Das mit 90 Millionen Euro ausgestattete EU-Programm im Bereich Verteidigungsforschung PADR war nur teilweise nützlich, um die EU auf eine deutliche Aufstockung ihrer Verteidigungsausgaben vorzubereiten und den Weg für den 8 Milliarden Euro schweren Europäischen Verteidigungsfonds (EVF) zu ebnen. Dies geht aus einem aktuellen Bericht des Europäischen Rechnungshofs hervor. Die im Rahmen von PADR finanzierten Projekte hätten Zeitzwängen unterlegen und ihre Ergebnisse nicht rechtzeitig geliefert, um den Start des EVF vorzubereiten.
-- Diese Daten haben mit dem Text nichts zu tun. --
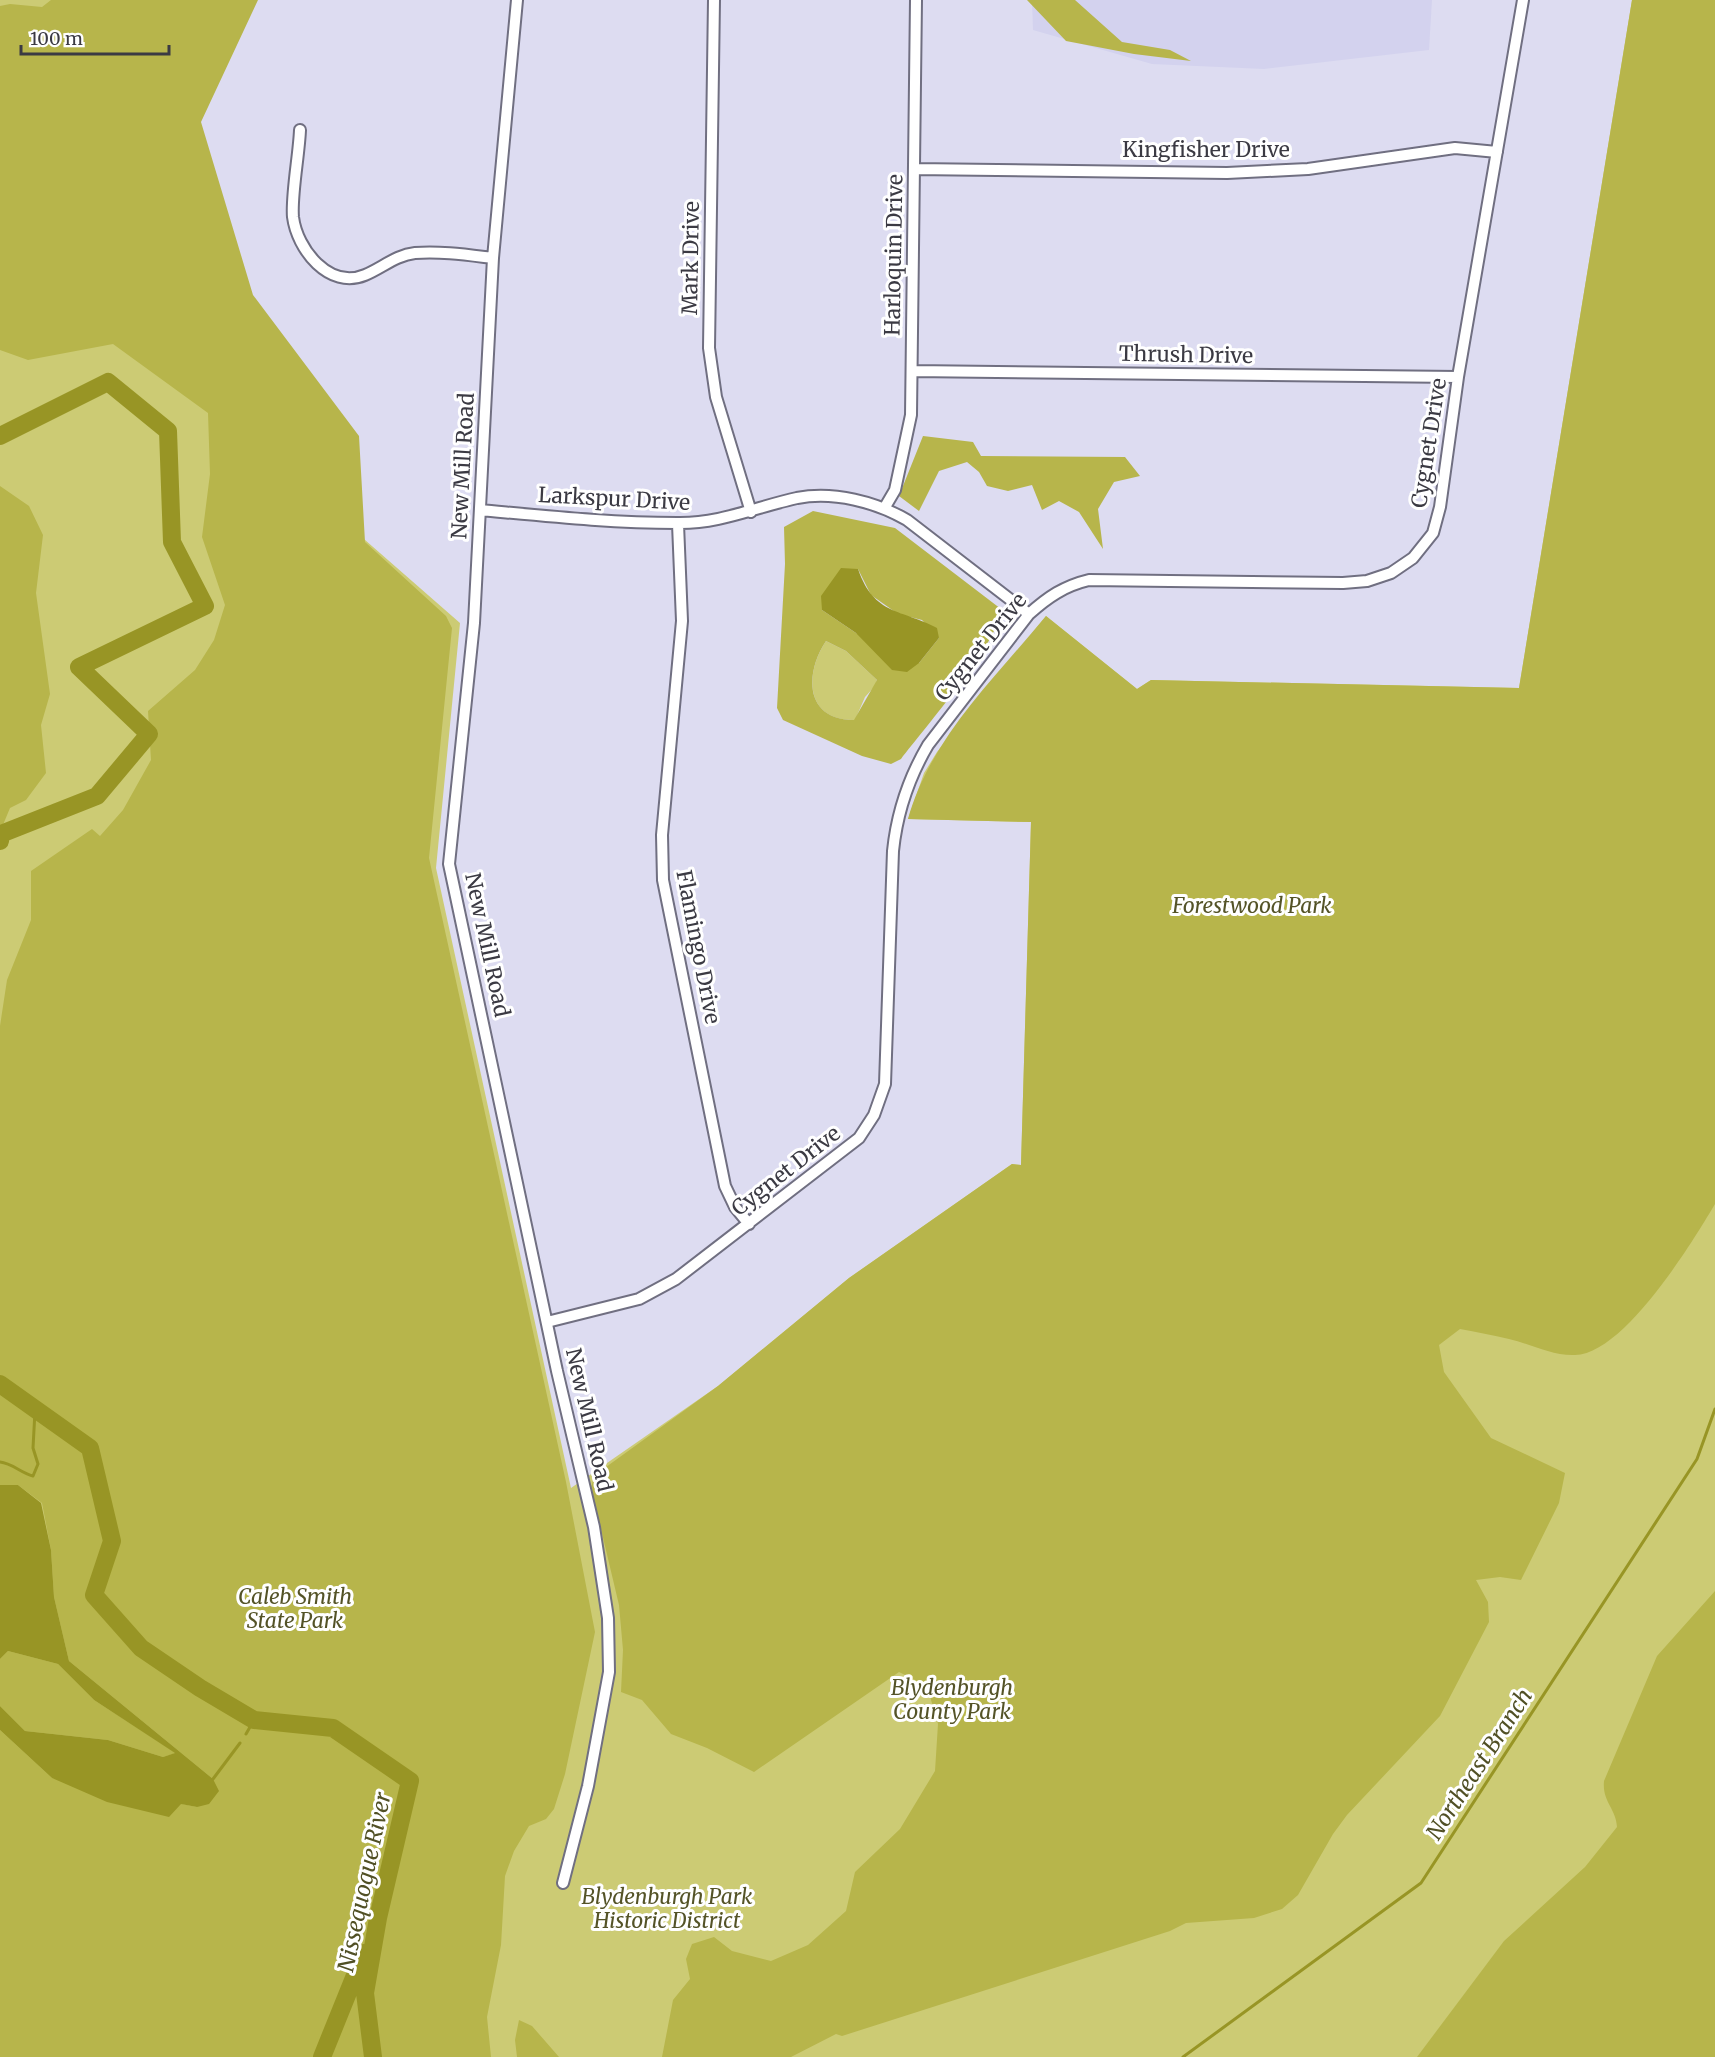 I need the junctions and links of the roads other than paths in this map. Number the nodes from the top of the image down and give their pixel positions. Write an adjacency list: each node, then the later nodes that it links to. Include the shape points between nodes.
1 (517, 0): 8 (street, New Mill Road)
2 (714, 0): 13 (street, Mark Drive, via 709,348 716,397)
3 (916, 0): 7 (street, Harloquin Drive)
4 (1523, 0): 6 (street, Cygnet Drive)
5 (300, 130): 8 (street, via 293,217 302,247 317,266 340,277 363,276 391,260 414,253)
6 (1497, 152): 7 (street, Kingfisher Drive, via 1455,148 1308,169 1227,173); 10 (street, Cygnet Drive)
7 (914, 169): 9 (street, Harloquin Drive)
8 (493, 258): 12 (street, New Mill Road)
9 (913, 371): 10 (street, Thrush Drive); 11 (street, Harloquin Drive, via 911,415 895,490)
10 (1458, 378): 15 (street, Cygnet Drive, via 1433,533 1413,558 1391,573 1343,583 1089,580 1066,586)
11 (885, 507): 13 (street, Larkspur Drive, via 817,496); 15 (street, Larkspur Drive)
12 (480, 510): 14 (street, Larkspur Drive); 17 (street, New Mill Road, via 474,623 449,864)
13 (751, 512): 14 (street, Larkspur Drive)
14 (678, 524): 16 (street, Flamingo Drive, via 682,621 662,835 663,880 725,1186)
15 (1029, 614): 16 (street, Cygnet Drive, via 928,745 904,793 893,851 885,1084 874,1115 846,1150)
16 (749, 1224): 17 (street, Cygnet Drive, via 676,1279 639,1299)
17 (547, 1322): 18 (street, New Mill Road, via 594,1527 608,1618 607,1683 588,1786)
18 (562, 1883)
Zwar hätten die Europäische Kommission und die Europäische Verteidigungsagentur (EDA) nützliche Erkenntnisse darüber gewonnen, wie Projekte der kooperativen Verteidigungsforschung gemanagt werden können, doch fehle es der EU nach wie vor an einer langfristigen Strategie für den EVF.

Die Europäische Kommission hat PADR 2017 als Dreijahresprogramm ins Leben gerufen, um Wettbewerbsfähigkeit und Innovation in der europäischen Verteidigungsindustrie zu steigern. Die Kommission setzte das Programm in Zusammenarbeit mit der EDA um. Es war das erste Mal, dass der EU-Haushalt zur Unterstützung von Forschung und Entwicklung in der Verteidigungsindustrie verwendet wurde. Die EU-Prüfer bewerteten, ob PADR die EU ausreichend auf die Erhöhung ihrer Verteidigungsausgaben im Rahmen des EVF vorbereitet hat, der 2021 eingerichtet wurde und mit dem die EU-Finanzierung für Forschung und Entwicklung im Verteidigungsbereich eine neue Größenordnung erreicht.
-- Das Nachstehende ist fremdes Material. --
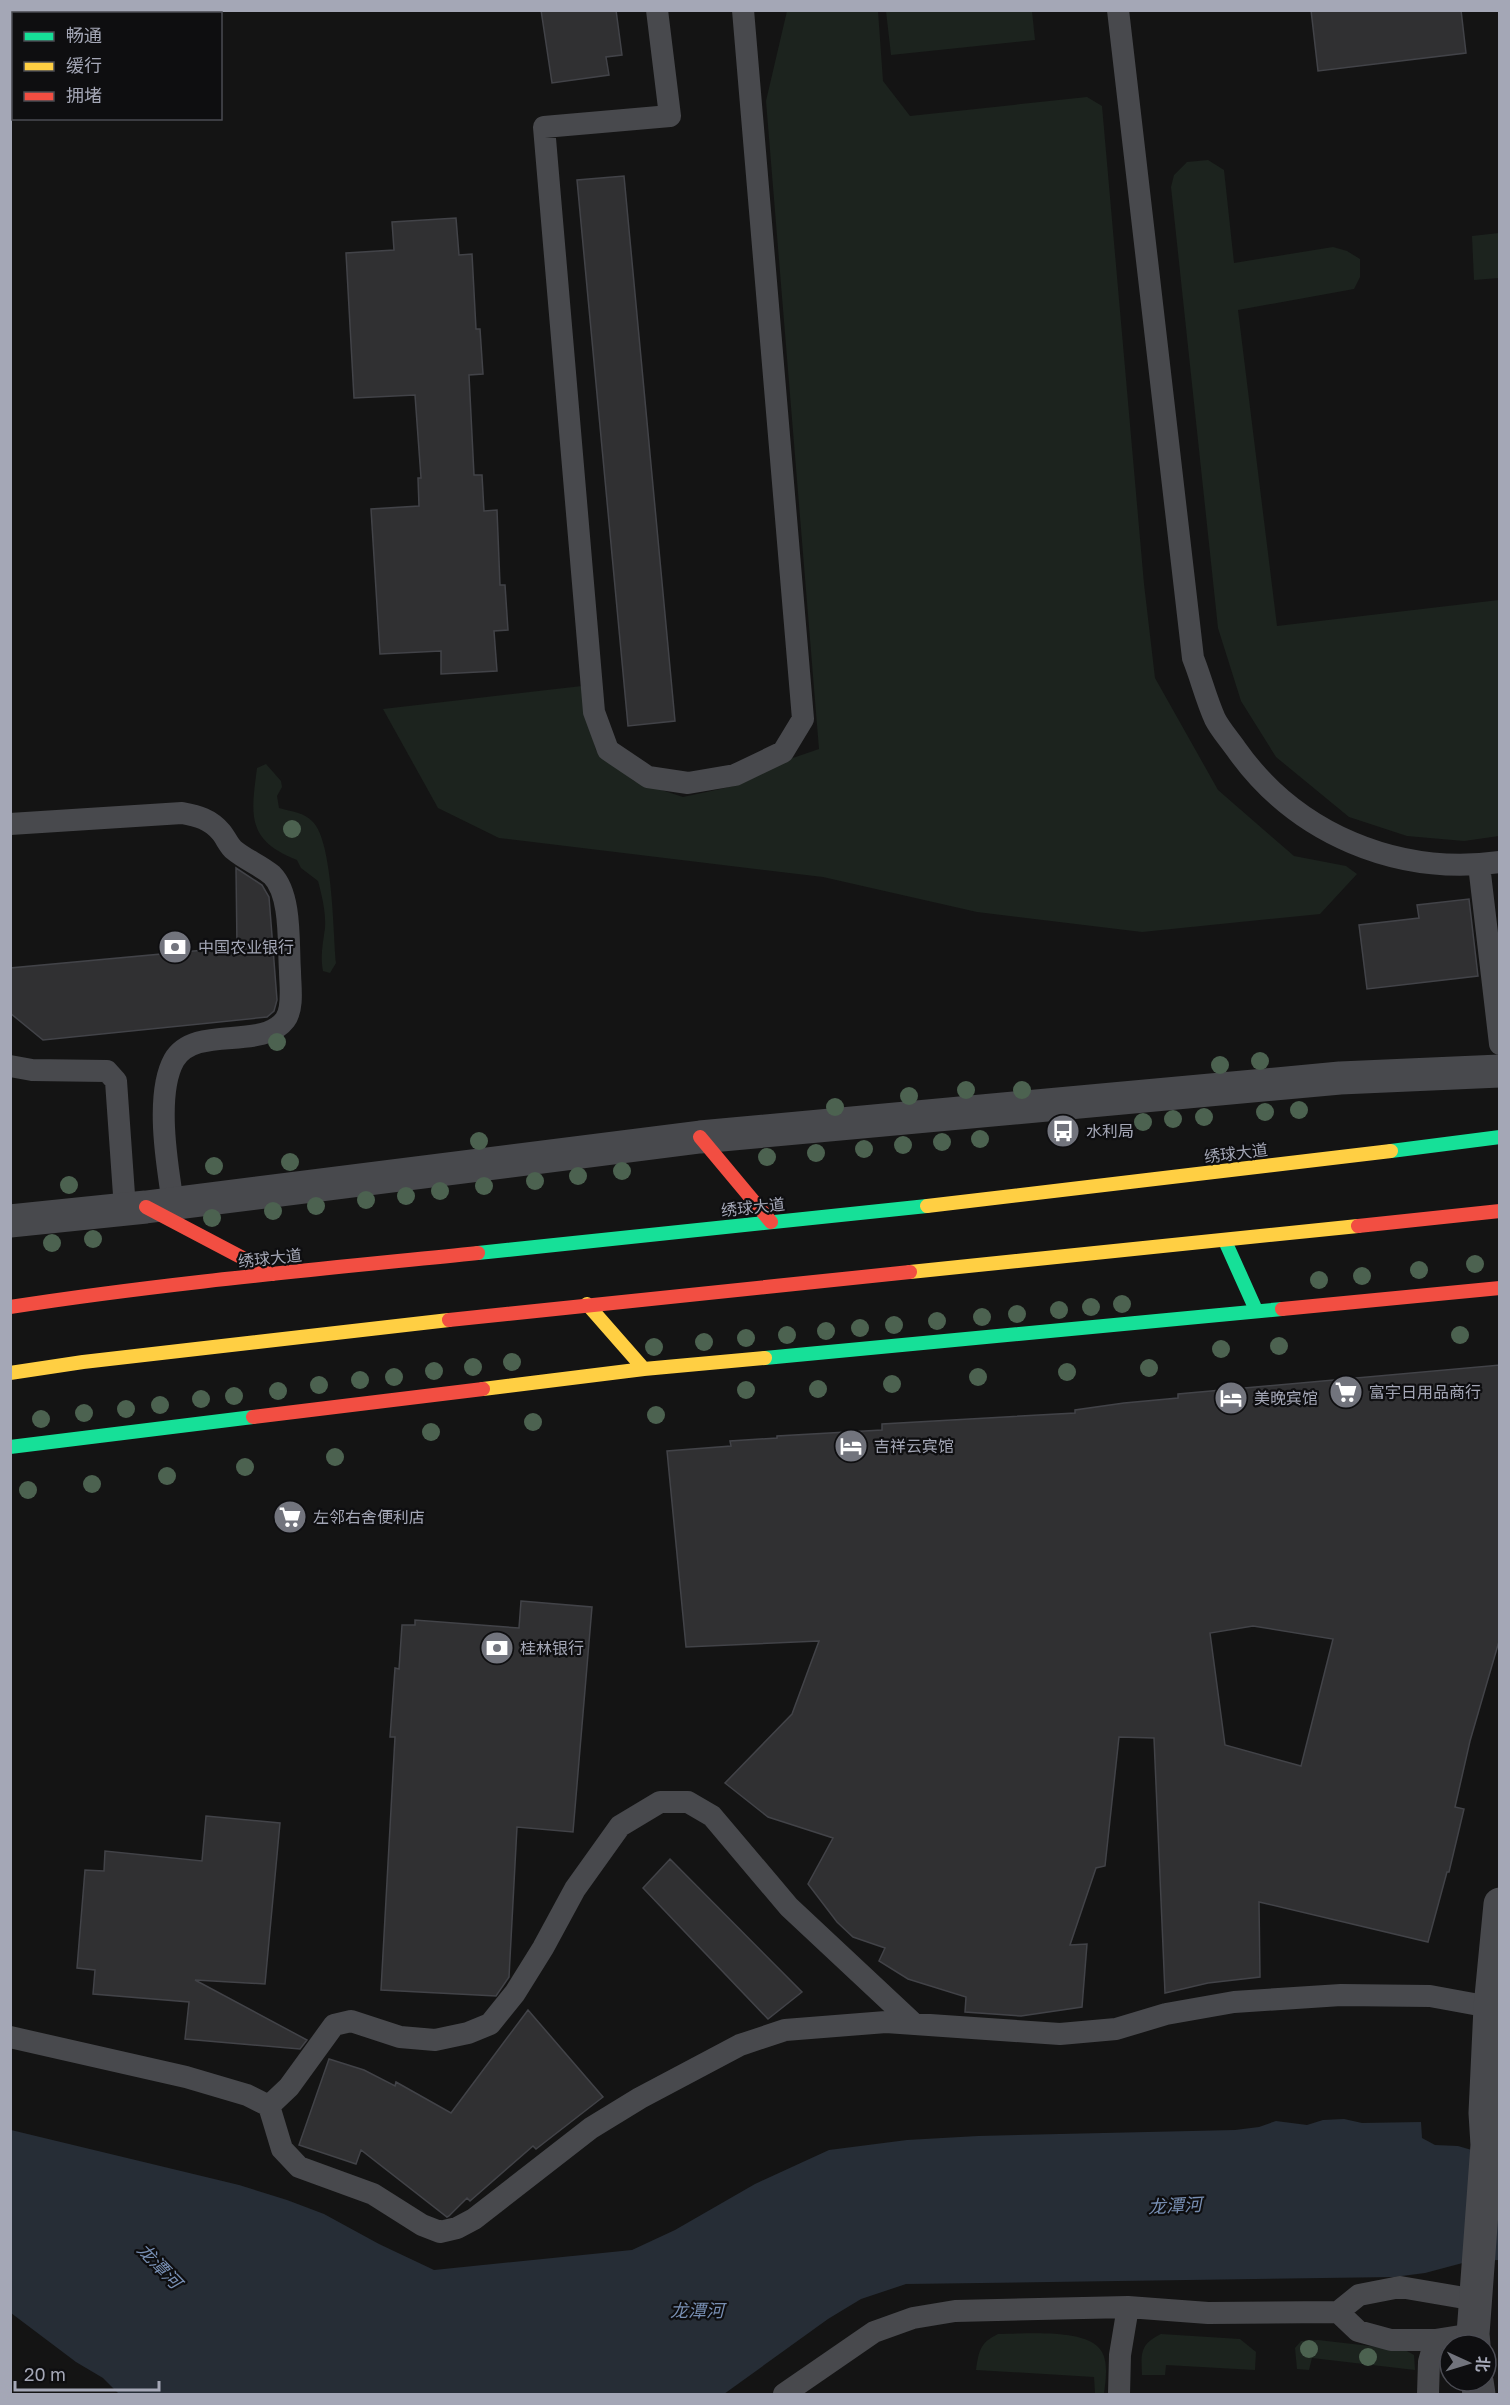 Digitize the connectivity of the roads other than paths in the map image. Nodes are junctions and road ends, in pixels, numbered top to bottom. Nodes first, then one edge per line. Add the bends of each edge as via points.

„Das Vorläuferprogramm im Bereich Verteidigungsforschung bot der EU die Möglichkeit, verschiedene Optionen für die Finanzierung der Verteidigungsforschung zu testen. Leider haben Verzögerungen und dürftige Ergebnisse dazu geführt, dass nur in beschränktem Umfang Erkenntnisse für den größeren Nachfolger – den Europäischen Verteidigungsfonds – gewonnen werden konnten“, so Viorel Ştefan, das für den Bericht zuständige Mitglied des Rechnungshofs. „Die Europäische Kommission sollte mit den EU-Ländern gemeinsam eine langfristige Strategie entwickeln. Das ist für die Zukunft des EVF als wichtigstem Verteidigungsfonds der EU von entscheidender Bedeutung.“

Die PADR-Projekte seien nur schleppend vorangekommen, und es sei zu Verzögerungen und daher auch zu zeitlichen Überschneidungen mit dem EVF gekommen. Im Mai 2021, als die ersten Ausschreibungen im Rahmen des EVF veröffentlicht wurden, seien die meisten PADR-Projekte noch im Gange gewesen: Über die Hälfte davon habe zu diesem Zeitpunkt entweder gerade erst begonnen oder sei noch gar nicht eingeleitet worden. Nur zwei seien abgeschlossen gewesen. Häufig sei es zu Verzögerungen gekommen, da der Abschluss der Finanzhilfevereinbarungen Zeit erforderte – zum Teil wegen Sicherheitsanforderungen, die manchmal als übertrieben angesehen wurden, und wegen der Corona-Beschränkungen. Die Koordinatoren und Teilnehmer der PADR-Projekte stammten hauptsächlich aus einigen wenigen EU-Ländern, die bereits über eine große Verteidigungsindustrie verfügten, wie Frankreich, Deutschland, Italien, Spanien und Schweden. Zusammenschlüsse derselben Unternehmen hätten an mehreren Projekten teilgenommen, und in den allermeisten Fällen sei lediglich eine bereits bestehende Zusammenarbeit fortgesetzt worden.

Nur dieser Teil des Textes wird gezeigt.